On the 6 May, in a pre-coronation service concert at Westminster Abbey, Sir John Eliot Gardiner will be conducting two of the ensembles he founded: the Monteverdi Choir and English Baroque Soloists. But who is the eminent conductor who will be setting the scene and warming the audience up for the majestic occasion to follow?


Who is John Eliot Gardiner?

John Eliot Gardiner is one of the world's greatest conductors and famous for his interpretations of Baroque music, in particular Bach and Monteverdi.

How old is John Eliot Gardiner?

John Eliot Gardiner was born on 20 April 1943 in Fontmell Magna, Dorset.

When did he become a conductor?

John Eliot Gardiner started studying conducting aged 15 and launched his career when he was an undergraduate at Cambridge with a performance of the Monteverdi Vespers. This performance led the young conductor to found the Monteverdi Choir in 1964. He also founded the English Baroque Soloists in 1978 and the Orchestre Révolutionnaire et Romantique in 1989.
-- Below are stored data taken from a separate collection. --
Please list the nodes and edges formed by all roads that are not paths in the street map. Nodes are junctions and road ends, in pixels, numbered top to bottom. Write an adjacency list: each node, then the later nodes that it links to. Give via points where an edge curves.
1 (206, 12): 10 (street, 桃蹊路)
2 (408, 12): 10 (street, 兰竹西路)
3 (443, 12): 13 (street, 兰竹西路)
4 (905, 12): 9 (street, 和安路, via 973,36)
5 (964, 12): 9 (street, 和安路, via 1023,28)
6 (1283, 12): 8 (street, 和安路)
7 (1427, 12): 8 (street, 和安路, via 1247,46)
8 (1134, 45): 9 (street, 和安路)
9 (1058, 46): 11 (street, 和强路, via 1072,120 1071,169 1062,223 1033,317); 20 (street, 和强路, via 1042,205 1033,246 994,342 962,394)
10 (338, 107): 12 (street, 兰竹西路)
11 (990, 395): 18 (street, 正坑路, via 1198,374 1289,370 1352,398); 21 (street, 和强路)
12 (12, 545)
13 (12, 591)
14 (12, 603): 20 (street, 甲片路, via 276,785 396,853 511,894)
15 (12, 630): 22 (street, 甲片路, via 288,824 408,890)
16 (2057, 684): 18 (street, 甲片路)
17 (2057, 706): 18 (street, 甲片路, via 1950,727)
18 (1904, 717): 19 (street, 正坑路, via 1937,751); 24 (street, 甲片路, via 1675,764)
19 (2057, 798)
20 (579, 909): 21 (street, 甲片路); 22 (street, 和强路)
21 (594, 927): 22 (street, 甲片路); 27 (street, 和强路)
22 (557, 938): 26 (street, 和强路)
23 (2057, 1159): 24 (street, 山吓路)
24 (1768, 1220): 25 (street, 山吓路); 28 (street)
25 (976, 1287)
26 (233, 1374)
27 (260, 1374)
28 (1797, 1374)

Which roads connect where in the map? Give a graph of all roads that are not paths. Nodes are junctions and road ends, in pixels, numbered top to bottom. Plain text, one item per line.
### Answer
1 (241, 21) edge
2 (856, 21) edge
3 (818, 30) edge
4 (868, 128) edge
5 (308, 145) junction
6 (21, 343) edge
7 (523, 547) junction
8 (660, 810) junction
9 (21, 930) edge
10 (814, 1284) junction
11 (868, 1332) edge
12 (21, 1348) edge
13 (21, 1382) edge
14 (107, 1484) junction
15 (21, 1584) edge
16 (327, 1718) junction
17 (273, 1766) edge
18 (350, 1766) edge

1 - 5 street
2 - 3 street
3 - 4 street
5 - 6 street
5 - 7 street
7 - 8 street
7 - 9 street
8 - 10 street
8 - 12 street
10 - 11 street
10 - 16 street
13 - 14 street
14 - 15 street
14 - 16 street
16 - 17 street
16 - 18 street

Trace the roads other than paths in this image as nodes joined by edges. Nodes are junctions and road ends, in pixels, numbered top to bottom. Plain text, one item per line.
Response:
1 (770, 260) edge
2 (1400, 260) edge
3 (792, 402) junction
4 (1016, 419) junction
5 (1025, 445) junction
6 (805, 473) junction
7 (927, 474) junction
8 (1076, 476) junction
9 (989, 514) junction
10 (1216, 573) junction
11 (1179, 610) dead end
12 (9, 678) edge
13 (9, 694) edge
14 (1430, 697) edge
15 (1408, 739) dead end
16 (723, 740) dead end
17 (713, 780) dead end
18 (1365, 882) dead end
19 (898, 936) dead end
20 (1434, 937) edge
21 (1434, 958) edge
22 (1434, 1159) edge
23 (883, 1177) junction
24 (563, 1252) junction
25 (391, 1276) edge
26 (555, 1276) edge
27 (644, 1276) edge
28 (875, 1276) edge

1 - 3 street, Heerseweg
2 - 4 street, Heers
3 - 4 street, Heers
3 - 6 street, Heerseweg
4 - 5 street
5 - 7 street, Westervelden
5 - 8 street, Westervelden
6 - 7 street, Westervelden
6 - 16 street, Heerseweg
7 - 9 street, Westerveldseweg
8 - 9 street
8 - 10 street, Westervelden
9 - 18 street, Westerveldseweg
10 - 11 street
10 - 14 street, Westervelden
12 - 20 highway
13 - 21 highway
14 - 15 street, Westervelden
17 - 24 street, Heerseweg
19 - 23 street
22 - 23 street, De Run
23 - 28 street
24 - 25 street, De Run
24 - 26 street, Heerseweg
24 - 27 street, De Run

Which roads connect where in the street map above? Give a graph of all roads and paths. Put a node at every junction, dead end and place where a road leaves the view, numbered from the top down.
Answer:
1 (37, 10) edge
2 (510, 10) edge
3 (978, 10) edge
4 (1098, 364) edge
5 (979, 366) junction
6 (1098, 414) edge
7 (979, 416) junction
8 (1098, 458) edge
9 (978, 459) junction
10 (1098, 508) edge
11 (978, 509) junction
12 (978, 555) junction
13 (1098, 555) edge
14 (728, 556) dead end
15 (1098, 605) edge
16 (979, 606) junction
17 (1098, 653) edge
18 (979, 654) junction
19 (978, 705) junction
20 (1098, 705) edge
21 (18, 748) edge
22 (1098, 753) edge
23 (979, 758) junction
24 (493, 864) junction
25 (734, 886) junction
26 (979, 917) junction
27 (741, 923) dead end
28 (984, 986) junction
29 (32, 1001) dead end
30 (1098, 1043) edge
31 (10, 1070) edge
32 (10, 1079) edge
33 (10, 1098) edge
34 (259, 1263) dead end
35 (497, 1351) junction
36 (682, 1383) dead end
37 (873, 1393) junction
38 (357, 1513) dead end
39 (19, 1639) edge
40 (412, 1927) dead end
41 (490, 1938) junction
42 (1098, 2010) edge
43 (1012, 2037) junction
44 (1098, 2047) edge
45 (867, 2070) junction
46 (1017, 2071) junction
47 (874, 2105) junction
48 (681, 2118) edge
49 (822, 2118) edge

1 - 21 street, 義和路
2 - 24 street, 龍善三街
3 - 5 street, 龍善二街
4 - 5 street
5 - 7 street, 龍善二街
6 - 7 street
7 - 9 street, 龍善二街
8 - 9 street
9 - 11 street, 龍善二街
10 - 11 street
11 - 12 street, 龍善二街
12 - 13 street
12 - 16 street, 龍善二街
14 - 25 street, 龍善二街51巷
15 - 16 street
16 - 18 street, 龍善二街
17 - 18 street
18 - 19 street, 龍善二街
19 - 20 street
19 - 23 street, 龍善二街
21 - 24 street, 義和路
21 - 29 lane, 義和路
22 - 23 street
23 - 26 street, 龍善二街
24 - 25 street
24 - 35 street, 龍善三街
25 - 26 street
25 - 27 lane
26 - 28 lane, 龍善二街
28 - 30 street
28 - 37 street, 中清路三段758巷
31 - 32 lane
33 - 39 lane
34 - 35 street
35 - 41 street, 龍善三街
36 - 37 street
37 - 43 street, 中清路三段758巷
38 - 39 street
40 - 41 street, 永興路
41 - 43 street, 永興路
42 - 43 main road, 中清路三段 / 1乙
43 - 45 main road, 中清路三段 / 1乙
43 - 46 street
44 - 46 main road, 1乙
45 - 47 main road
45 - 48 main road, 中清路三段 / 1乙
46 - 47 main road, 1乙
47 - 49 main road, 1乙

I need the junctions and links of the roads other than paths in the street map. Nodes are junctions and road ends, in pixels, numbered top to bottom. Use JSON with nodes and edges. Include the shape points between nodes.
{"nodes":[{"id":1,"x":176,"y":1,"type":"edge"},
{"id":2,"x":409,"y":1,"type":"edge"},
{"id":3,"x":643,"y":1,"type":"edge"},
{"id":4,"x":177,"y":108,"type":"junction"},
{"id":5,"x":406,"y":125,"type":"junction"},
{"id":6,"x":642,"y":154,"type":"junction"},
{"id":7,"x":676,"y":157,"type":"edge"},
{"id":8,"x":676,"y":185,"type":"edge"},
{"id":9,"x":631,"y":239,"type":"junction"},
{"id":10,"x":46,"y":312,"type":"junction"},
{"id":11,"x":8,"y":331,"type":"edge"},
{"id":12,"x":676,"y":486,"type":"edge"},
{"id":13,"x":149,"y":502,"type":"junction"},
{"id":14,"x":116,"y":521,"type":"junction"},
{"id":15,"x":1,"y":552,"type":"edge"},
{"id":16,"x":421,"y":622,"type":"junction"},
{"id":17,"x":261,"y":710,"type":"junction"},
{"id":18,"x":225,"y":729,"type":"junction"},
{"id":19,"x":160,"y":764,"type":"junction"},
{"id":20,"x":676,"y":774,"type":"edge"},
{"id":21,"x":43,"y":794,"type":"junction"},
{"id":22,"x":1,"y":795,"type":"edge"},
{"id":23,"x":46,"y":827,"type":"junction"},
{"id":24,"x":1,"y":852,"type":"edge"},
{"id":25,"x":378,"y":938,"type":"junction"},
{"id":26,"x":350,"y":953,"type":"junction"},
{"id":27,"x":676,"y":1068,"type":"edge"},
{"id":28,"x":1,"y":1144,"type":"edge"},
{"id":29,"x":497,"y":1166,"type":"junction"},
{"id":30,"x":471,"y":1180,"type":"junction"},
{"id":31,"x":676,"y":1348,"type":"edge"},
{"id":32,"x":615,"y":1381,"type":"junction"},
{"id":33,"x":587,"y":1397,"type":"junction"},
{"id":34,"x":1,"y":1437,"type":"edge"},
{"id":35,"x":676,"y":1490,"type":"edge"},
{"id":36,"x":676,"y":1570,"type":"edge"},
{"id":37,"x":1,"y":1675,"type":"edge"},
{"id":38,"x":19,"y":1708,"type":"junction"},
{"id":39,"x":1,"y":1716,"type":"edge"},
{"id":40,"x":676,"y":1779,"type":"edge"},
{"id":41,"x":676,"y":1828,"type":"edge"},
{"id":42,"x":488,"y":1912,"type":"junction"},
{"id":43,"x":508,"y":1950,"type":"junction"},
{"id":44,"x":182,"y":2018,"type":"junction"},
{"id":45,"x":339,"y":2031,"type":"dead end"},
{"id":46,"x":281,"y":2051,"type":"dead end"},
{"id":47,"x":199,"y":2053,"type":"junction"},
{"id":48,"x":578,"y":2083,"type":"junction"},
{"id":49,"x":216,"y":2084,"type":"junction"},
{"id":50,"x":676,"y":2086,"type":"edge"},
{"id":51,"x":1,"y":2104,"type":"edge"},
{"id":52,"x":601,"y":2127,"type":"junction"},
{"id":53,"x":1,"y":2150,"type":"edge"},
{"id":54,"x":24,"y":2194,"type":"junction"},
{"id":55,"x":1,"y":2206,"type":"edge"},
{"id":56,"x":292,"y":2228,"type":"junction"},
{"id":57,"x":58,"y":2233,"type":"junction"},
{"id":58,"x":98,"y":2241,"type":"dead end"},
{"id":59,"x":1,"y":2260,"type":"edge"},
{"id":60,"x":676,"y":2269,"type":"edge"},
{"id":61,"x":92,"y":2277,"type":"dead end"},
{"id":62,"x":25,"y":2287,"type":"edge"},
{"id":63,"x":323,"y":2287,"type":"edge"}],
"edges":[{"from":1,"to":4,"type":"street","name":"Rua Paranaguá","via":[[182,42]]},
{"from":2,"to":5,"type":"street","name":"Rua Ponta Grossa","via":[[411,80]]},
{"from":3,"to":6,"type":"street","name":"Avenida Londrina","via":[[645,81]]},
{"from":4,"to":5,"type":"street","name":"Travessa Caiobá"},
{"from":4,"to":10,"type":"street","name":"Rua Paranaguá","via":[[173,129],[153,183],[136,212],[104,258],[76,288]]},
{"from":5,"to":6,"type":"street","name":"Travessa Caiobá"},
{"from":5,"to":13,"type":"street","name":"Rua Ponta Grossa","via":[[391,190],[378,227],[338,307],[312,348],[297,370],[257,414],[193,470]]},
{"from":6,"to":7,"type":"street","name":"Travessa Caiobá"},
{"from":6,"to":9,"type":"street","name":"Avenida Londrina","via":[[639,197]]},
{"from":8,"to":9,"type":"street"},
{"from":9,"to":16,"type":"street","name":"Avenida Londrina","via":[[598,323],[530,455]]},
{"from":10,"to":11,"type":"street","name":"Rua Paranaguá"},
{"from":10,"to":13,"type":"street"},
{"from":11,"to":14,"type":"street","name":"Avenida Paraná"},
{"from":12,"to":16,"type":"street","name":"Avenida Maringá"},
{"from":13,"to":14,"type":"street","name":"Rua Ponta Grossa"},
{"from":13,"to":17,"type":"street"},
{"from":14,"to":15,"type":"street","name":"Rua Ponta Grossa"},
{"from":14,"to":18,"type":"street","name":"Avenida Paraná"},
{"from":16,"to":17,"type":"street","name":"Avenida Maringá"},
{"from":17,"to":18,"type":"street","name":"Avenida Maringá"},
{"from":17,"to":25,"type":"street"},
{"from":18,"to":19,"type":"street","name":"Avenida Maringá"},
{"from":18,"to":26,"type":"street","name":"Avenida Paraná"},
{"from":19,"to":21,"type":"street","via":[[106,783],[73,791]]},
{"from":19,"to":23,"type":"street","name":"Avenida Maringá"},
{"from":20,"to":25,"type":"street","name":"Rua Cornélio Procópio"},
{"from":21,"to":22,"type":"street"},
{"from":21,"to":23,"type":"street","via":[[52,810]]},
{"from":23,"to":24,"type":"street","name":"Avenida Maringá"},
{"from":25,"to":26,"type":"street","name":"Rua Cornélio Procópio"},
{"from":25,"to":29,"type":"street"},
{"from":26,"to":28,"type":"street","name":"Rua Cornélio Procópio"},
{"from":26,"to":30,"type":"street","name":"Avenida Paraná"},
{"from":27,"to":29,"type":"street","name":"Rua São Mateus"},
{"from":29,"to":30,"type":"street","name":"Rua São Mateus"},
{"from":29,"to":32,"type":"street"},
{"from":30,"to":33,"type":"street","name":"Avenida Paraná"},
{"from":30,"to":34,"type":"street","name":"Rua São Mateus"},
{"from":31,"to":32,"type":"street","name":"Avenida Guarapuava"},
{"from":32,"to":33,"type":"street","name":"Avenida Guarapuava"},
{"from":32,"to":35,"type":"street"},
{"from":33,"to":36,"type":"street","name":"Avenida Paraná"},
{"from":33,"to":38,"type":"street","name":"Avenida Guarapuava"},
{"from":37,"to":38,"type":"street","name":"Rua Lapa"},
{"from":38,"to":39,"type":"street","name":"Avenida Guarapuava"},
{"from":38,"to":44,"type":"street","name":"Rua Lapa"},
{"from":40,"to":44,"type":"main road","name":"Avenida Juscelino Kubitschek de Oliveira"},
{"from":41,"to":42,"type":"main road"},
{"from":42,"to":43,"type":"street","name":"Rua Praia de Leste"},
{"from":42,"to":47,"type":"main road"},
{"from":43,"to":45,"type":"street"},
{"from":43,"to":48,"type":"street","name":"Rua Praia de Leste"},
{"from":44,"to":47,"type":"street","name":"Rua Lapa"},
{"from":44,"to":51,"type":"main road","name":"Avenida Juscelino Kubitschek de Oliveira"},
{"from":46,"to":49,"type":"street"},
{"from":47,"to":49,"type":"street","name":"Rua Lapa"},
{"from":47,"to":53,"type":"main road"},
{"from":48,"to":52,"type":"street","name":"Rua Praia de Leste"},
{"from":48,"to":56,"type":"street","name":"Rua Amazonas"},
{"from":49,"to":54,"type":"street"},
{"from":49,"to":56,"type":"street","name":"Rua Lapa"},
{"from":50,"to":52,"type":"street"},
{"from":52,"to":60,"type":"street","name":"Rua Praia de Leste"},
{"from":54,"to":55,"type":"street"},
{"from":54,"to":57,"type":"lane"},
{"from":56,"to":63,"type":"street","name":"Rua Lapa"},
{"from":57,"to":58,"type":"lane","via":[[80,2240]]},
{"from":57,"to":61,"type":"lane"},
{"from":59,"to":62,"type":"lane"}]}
He made his opera debut in 1969 with a performance of Mozart's The Magic Flute at the English National Opera, and four years later, in 1973, he made his Covent Garden conducting debut with Gluck's Iphigénie en Tauride.

During his career he has conducted some of the world's greatest orchestras including the Berlin Philharmonic, Boston Symphony Orchestra, Chicago Symphony Orchestra, Cleveland Orchestra and London Symphony Orchestra.

Is John Eliot Gardiner married?

John Eliot Gardiner was married to violinist Elizabeth Wilcock from 1981 to 1997, and to Italian soprano Isabella de Sabata from 2001 to 2019.

Does John Eliot Gardiner have any children?

He has three daughters from his first marriage.

Where does John Eliot Gardiner live?

The conductor lives on a 500-acre organic farm close to his birthplace in Dorset.

Has Gardiner also written a book?

Yes. The conductor has also written an acclaimed study of Bach's music, entitled Music in the Castle of Heaven. In the book, Gardiner draws on a lifetime's experience with the music of Bach, and explores how the composer's music achieves its extraordinary, often sublime effects.

What are some of John Eliot Gardiner's best recordings?

Beethoven: the Nine Symphonies
Orchestre Révolutionnaire et Romantique / Gardiner

There are so many complete recorded cycles of the Beethoven symphonies that choosing a best Beethoven symphonies set is almost impossible. If, however, you like your Beethoven lean, exciting and played on period instruments (narrow-bore trumpets, hard-stick timpani, etcetera), then Gardiner and the ORR's traversal is one of the very best you can get.

Schumann: Symphonies, etc
Orchestre Révolutionnaire et Romantique / Gardiner

Bold, unashamedly early Romantic readings, on period instruments, of Schumann's four symphonies and other works including the joyous Konzertstück for 4 Horns. Gardiner and his orchestra also give us both versions of Schumann's Symphony No. 4, and make a very compelling version for the rarely heard earlier version.

Bach: St John Passion
Mark Padmore / Monteverdi Choir / English Baroque Soolists / Gardiner (2003)
SDG 712

Gardiner and his Monteverdi Choir have recorded Bach's St John Passion three times. There was a 1986 studio version for DG Archiv, and a 2021 socially distanced performance at Oxford's Sheldonian Theatre.

Halfway between the two came this live set enshrining a 2003 concert performance in Könnigslutter’s Kaiserdom – a viscerally-charged reading that arguably superseded its predecessor. We named it the best version of Bach's St John Passion.

Bach: St Matthew Passion
English Baroque Soloists; Monteverdi Choir; The London Oratory Junior Choir/Sir John Eliot Gardiner
Archiv Produktions 4276482 (1988)

Gardiner's 1988 recording is arguably the best version of Bach's St Matthew Passion. 'Conducting a period ensemble, Gardiner’s meticulous attention to detail produces the benchmark for authenticity,' we said.

'Directing with a crystal-clear understanding of the work and its musical and theatrical demands, he leads a brisker tempo than some of his contemporaries to best enhance the dramatic energy and urgency of the narrative.'

Monteverdi: Vespers (Vespro della Beata Vergine)
Monteverdi Choir and Orchestra / Gardiner
Double Decca

Gardiner is best known for his historically informed and period instrument performances, but this groundbreaking mid-1970s version of the Monteverdi Vespers is (something of) an exception. Going against the usual Gardiner grain, it uses free vocal vibrato and a mix of modern and period instruments.

This two-for-one Double Decca disc is great value, as it also includes motets by Monteverdi, Gabrieli, and Bassani.